Fuck, is this for real?

It was too much to take, right?

It’s too much. He wanted all that to stop. 

Alec was... he didn’t know where. Suddenly, he felt a hand on his shoulder. He turned around and there he was. 

Magnus. 

Now he could see everything around him as if someone opened the curtains for his senses. They were on the beach - the place was empty except for the two of them. The brightness was almost blinding the couple. Miles of sand extended in every direction you looked, except ahead, where the ocean was imperious in its movements and waves. 

It was all silent. They were hugging each other, and Alec started sobbing, everything hit him at once, like a huge wall he came across out of nowhere. Realization can be a tsunami. He held Magnus like he wouldn’t let go; like he could prevent the truth. 

What was the truth? Was all this real?

“Yes”, Magnus whispered. 

Alec let go of him, scared. 

“Now that you’re dead you can read minds?”
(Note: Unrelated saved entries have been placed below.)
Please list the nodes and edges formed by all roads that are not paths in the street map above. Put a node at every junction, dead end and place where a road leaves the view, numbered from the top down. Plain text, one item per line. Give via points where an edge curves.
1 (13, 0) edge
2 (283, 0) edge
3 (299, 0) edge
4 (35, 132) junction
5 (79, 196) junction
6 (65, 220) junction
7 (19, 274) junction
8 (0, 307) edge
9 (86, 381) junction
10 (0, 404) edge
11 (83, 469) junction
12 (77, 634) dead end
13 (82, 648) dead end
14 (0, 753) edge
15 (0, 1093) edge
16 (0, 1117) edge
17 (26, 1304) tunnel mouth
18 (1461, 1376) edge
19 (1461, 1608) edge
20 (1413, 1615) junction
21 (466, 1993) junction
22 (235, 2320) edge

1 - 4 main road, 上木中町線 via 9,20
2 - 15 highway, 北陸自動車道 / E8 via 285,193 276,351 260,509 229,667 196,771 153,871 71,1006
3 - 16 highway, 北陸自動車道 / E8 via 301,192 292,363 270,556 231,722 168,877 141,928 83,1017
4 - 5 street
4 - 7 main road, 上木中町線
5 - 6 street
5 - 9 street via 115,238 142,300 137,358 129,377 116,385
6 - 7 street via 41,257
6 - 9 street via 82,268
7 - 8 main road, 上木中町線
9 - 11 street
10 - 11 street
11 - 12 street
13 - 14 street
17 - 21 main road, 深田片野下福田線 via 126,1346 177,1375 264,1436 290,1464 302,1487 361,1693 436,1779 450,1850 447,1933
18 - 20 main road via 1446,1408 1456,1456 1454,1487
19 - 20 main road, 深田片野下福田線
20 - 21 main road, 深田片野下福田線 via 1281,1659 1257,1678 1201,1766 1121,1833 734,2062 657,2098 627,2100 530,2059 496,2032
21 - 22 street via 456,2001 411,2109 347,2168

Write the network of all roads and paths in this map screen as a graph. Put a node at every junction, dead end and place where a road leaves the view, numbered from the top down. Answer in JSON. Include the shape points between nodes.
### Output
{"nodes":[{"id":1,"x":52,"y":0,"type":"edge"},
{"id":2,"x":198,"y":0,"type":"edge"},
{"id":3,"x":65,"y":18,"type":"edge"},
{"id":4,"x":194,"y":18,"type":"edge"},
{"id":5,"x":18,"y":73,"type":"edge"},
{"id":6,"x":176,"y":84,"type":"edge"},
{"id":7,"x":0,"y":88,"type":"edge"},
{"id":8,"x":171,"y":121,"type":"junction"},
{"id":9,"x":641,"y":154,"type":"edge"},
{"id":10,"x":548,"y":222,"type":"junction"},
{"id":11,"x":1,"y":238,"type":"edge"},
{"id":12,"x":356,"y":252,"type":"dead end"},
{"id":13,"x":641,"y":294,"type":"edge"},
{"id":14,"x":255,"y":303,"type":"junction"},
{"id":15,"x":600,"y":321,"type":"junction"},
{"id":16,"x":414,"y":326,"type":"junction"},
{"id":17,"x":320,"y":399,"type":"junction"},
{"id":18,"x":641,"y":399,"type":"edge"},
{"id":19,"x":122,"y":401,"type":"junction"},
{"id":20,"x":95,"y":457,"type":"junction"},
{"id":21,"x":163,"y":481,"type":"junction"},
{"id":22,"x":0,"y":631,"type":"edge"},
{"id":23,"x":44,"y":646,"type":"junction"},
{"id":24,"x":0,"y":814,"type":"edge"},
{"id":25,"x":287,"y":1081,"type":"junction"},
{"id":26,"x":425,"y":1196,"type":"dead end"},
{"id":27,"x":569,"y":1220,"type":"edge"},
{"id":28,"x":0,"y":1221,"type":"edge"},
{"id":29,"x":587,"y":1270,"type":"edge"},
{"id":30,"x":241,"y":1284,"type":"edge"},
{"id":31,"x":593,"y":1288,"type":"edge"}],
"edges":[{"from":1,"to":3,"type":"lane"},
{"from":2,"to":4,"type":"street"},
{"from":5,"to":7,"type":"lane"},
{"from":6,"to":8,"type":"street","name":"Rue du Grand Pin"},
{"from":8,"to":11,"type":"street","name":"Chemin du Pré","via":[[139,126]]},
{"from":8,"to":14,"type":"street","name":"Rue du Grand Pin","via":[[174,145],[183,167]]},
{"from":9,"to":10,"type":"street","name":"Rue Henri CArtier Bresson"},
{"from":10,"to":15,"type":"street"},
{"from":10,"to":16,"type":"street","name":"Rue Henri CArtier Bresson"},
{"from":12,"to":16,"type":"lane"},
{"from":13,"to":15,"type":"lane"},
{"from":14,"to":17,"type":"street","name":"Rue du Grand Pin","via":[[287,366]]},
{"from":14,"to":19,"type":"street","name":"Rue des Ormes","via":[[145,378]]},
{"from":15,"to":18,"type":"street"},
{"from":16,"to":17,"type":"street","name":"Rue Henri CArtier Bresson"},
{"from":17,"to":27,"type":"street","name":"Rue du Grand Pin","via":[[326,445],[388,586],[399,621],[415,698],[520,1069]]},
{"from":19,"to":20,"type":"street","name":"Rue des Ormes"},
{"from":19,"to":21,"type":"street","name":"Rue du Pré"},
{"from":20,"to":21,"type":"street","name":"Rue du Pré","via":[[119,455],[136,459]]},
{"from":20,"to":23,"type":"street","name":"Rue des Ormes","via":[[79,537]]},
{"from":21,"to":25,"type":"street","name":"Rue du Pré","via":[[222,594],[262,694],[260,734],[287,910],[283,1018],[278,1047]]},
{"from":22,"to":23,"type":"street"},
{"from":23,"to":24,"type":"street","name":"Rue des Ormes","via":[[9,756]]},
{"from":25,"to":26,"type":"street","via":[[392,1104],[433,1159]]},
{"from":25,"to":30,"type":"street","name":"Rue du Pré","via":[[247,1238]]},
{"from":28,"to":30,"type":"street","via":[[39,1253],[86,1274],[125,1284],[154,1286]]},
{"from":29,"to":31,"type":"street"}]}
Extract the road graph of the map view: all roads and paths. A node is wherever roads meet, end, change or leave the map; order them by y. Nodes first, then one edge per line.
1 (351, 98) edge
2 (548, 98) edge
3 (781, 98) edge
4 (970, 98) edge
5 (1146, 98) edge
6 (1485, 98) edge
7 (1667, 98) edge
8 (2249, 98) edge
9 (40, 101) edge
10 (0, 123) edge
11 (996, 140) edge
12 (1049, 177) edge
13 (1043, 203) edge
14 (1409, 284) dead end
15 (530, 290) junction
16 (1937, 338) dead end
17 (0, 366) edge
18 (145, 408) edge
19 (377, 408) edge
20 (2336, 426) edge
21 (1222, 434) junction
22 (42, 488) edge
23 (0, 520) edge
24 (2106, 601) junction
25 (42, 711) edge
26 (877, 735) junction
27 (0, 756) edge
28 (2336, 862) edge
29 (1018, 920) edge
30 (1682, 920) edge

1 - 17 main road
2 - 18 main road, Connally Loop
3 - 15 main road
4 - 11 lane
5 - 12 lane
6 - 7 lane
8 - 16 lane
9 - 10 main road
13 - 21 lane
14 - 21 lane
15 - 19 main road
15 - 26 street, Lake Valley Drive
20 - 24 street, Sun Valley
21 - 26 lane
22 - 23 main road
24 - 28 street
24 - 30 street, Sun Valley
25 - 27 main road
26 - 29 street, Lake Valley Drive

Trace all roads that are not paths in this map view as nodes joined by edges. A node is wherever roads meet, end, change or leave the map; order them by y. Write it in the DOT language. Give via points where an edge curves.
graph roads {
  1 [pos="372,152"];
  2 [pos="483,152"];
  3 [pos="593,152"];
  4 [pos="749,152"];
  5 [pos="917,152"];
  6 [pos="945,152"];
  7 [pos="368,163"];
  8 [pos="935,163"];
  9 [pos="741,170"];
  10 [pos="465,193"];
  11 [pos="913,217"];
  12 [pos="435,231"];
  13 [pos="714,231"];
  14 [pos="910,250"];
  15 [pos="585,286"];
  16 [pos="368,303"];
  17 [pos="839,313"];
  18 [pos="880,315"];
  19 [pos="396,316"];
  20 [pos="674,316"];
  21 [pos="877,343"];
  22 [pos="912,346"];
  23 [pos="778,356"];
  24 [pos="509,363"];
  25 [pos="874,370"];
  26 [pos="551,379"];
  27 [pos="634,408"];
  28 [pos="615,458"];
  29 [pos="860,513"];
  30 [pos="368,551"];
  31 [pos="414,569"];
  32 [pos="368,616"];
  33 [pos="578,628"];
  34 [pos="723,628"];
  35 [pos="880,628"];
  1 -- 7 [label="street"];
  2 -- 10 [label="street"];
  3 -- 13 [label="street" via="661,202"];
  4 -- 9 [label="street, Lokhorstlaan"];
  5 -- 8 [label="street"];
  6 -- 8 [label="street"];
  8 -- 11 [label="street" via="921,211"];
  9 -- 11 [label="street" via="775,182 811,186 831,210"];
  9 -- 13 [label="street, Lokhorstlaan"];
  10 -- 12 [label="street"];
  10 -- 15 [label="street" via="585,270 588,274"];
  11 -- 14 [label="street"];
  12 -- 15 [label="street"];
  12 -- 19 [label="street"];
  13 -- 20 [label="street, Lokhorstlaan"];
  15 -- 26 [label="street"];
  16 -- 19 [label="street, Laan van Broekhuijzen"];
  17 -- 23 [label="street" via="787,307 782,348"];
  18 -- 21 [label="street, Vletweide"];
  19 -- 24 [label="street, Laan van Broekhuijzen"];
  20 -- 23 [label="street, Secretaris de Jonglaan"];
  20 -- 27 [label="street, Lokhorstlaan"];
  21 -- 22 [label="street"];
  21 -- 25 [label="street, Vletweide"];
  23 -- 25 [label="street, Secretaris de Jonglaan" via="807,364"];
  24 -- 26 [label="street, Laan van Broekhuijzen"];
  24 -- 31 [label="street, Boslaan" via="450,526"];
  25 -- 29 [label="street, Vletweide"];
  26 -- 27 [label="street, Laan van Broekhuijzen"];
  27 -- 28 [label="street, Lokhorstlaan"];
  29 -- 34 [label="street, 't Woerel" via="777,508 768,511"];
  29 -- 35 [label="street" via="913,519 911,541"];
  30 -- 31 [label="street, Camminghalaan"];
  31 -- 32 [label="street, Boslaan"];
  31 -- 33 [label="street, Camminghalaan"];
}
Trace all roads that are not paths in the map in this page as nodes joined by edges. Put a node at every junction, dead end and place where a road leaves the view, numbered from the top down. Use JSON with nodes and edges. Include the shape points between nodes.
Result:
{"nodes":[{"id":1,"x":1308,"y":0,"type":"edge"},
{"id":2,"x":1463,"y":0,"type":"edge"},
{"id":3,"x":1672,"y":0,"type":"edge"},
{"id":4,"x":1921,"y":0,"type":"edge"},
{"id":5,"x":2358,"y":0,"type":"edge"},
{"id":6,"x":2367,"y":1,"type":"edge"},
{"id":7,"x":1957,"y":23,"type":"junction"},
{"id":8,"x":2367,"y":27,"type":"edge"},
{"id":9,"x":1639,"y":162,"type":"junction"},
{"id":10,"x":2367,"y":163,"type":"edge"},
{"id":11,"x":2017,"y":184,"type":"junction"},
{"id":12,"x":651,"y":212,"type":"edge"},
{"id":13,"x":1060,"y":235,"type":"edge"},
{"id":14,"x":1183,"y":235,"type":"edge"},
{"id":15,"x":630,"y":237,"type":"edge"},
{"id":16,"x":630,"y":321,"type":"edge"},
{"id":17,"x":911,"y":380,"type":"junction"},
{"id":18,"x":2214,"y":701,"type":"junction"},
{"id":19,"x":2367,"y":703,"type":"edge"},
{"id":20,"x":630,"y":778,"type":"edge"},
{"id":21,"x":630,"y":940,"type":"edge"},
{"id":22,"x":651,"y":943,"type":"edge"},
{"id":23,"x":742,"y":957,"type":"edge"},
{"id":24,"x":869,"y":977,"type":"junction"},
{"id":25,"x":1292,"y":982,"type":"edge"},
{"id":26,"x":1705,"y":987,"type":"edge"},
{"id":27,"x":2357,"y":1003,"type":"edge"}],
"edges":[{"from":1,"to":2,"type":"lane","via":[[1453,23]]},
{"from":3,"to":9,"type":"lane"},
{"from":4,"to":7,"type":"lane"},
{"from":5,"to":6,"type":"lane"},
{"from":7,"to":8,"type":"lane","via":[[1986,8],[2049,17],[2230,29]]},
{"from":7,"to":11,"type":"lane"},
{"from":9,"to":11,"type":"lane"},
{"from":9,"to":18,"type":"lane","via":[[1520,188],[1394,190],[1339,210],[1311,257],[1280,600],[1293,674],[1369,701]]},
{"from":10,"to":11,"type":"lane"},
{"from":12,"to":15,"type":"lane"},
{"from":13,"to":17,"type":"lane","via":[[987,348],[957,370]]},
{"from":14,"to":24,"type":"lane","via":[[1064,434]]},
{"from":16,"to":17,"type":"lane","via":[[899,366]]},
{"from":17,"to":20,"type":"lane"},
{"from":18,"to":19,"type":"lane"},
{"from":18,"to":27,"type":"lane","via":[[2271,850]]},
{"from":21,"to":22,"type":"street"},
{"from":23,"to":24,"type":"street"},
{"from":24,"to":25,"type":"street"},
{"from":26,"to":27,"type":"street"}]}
Alec said that without thinking. “Now that you’re dead.”

But Magnus laughed. “No, silly, I just know you. And yes, this is… some kind of real.”

Magnus looked the same. Hmmm, no. He wasn’t wearing his usual outfits, but sandals (Sandals!) and linen clothes. “Don’t worry; this is only to match the beach. It’s not a uniform or something”, and he laughed again. 

He was pretty chill, you know, considering…

“I heard you wanted to talk to me”, Magnus said.   
“Yeah, I mean…”

Yeah. What do you say in a situation like this? He said the question he wanted an answer for the most. 

“Why do you never told me?”

Magnus breathed heavily. “Alexander, walk with me.”

The sand was hard; Alec decided to be barefoot to enjoy the feeling and the small waves dying at their feet. 

Dying. Right. 

“Alexander, my love, tell me. How do you prepare someone for that?”  
“I don’t know”, he said honestly, because there is no answer for that if you think about it.   
“If you have known this, you would have never proposed to me, and I would have never known true happiness. I would have taken this from you, this chance, this chapter. I couldn’t do that. I wanted you to experiment with all the joys of love, just as I did. I wanted us to have at all.”  
“Well, that backfired real quick, because now I have nothing.”  
“That’s not true”, Magnus said looking at Alec’s face.   
“I don’t have you”, Alec replied heartbrokenly. 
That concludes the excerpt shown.